Namun, kini ada pandemi Covid-19. Ini bisa membuyarkan berbagai aspek positif mudik beralih menjadi bencana pandemik masuk desa, dalam waktu yang singkat pula. Olehnya, Kemendes PDTT memandang perlu menggali sudut pandang kepala desa sebagai opinion leader yang sangat penting di desa terhadap mudik tahun 2020. Maka, pada 10-12 April 2020, diselenggarakan polling kepada kepala desa ini. 

Data sampel yang diambil dari lapangan sebanyak 3.931 kepala desa pada di 31 provinsi. \"Polling menunjukkan nilai hampir mutlak, yaitu 89,75 persen di antara kepala desa yang tidak setuju warganya mudik pada saat ini. Opini ini mengalahkan 10,25 persen kepala desa lain yang masih setuju warganya mudik. Jika merujuk pada fakta ini, aspirasi kepala desa perlu didengar warga yang sedang berada di kota, yaitu agar tidak mudik ke desa pada lebaran 2020,\" kata Ivan.

Kesehatan adalah alasan utama penunjang opini kepala desa, baik untuk mudik atau tidak mudik. Walaupun demikian, alasan kesehatan hampir mutlak pada kepala desa yang tidak setuju mudik (88,38 persen), dibandingkan yang setuju mudik (70,72 persen). Dasar alasan kesehatan menunjukkan kepala desa berperilaku rasional. Maka, penyajian informasi ilmiah atas aspek-aspek kesehatan dalam pandemik Covid-19 menjadi sangat penting.

Alasan sosial (45,51 persen) dan ekonomi (43,18 persen) menjadi prioritas kedua yang penting bagi kades yang setuju mudik. Dengan proporsi alasan kesehatan yang juga lebih rendah di atas, tampaknya kepala desa kategori ini masih terpaut kebiasaan mudik sebelumnya.

Bagi kedua kategori kepala desa, keamanan, apalagi politik, tidak dilirik untuk beropini mudik atau tidak mudik. \"Alasan-alasan kepala desa itu berkonsekuensi bagi kebijakan.

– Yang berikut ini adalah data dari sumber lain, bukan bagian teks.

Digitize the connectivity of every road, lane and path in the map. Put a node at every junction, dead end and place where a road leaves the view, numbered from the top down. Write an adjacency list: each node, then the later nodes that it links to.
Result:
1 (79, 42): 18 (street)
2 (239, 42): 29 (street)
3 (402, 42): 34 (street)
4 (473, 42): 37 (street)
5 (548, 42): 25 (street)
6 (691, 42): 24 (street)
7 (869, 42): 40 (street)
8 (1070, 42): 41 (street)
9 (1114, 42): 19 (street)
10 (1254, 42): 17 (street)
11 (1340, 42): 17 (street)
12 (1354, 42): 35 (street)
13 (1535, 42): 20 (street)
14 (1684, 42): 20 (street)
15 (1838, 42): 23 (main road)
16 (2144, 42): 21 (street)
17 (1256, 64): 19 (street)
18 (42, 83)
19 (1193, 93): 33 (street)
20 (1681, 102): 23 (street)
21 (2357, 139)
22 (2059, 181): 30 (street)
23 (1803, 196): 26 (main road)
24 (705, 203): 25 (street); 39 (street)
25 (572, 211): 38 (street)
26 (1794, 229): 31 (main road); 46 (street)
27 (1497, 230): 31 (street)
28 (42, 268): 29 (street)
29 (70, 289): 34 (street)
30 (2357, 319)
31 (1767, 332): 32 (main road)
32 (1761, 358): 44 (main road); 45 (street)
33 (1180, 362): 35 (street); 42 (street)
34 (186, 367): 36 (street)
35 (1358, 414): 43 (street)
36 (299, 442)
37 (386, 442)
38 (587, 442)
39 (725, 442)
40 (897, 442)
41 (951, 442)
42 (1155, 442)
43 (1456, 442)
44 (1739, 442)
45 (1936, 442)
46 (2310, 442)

Pertama, berbagai aspek kesehatan harus menjadi argumen utama, terutama merujuk opini tidak mudik sebagai opini mayoritas kepala desa,\" kata Ivan. 

Kedua, jika kebijakan tidak-mudik hendak dikuatkan, sekaligus diperlukan kontra argumen sosial (seperti adat mudik) dan kontra argumen ekonomi (seperti pendapatan menurun di kota). Contohnya, keluarga masih bertatap muka lewat telematika, dan berkirim surat, agar tetap bisa kopi darat seusai pandemi. Sekarang hidup prihatin, tapi dengan berjauhan akan memutus pandemi, sehingga kelak pendapatan normal kembali.

Polling dengan margin error 1,31 persen inii juga dalami opini kepala desa yang tidak setuju mudik. Ternyata muncul pendapat yang berimbang antara pilihan kebijakan berupa himbauan agar tidak mudik (49,86 persen) atau larangan mudik (50,14 persen). 

Opini fifty-fifty ini mencuatkan keraguan efektivitas dua jenis kebijakan itu bagi kepala desa yang tidak setuju mudik. Keraguan inilah yang harus segera diisi dengan keputusan lebih tegas dari pimpinan pada level lebih tinggi. Opini fifty-fifty itu jika hendak diterapkan apa adanya, akan menghasilkan alternatif format kebijakan yang mengandung sekaligus larangan dan himbauan untuk tidak mudik. 

Pertama, mudik dilarang, dan kehidupan migran di kota harus didukung pemerintah kota. Kedua, yang terpaksa mudik harus memiliki alasan kuat karena dari sisi kesehatan membahayakan desa, dan di desa harus melapor ke Relawan Desa Lawan Covid-19. Relawan ini dibentuk sebagai konsekuensi Surat Edaran Menteri Desa PDTT No 11/2020 yang terbit 24 Maret 2020. Pada saat ini ada lebih dari 550 ribu relawan di 4.500-an desa di seluruh Indonesia. Jumlahnya cenderung meningkat dari hari ke hari.

Di sini pun, kesehatan masih mencuat sebagai alasan hampir mutlak bagi seluruh kepala desa (88,92 persen pada pendukung larangan, dan 86,24 persen pada pendukung himbauan). Pendukung himbauan untuk mudik selanjutnya mengemukakan alasan ekonomi (33,54 persen), kemudian diikuti sosial (19.95 persen) dan keamanan (21.32 persen). Adapun pendukung larangan mudik selain didasarkan alasan kesehatan, juga alasan sosial (24,59 persen), lalu diikuti  ekonomi (16,28 persen) dan keamanan (16,79 persen).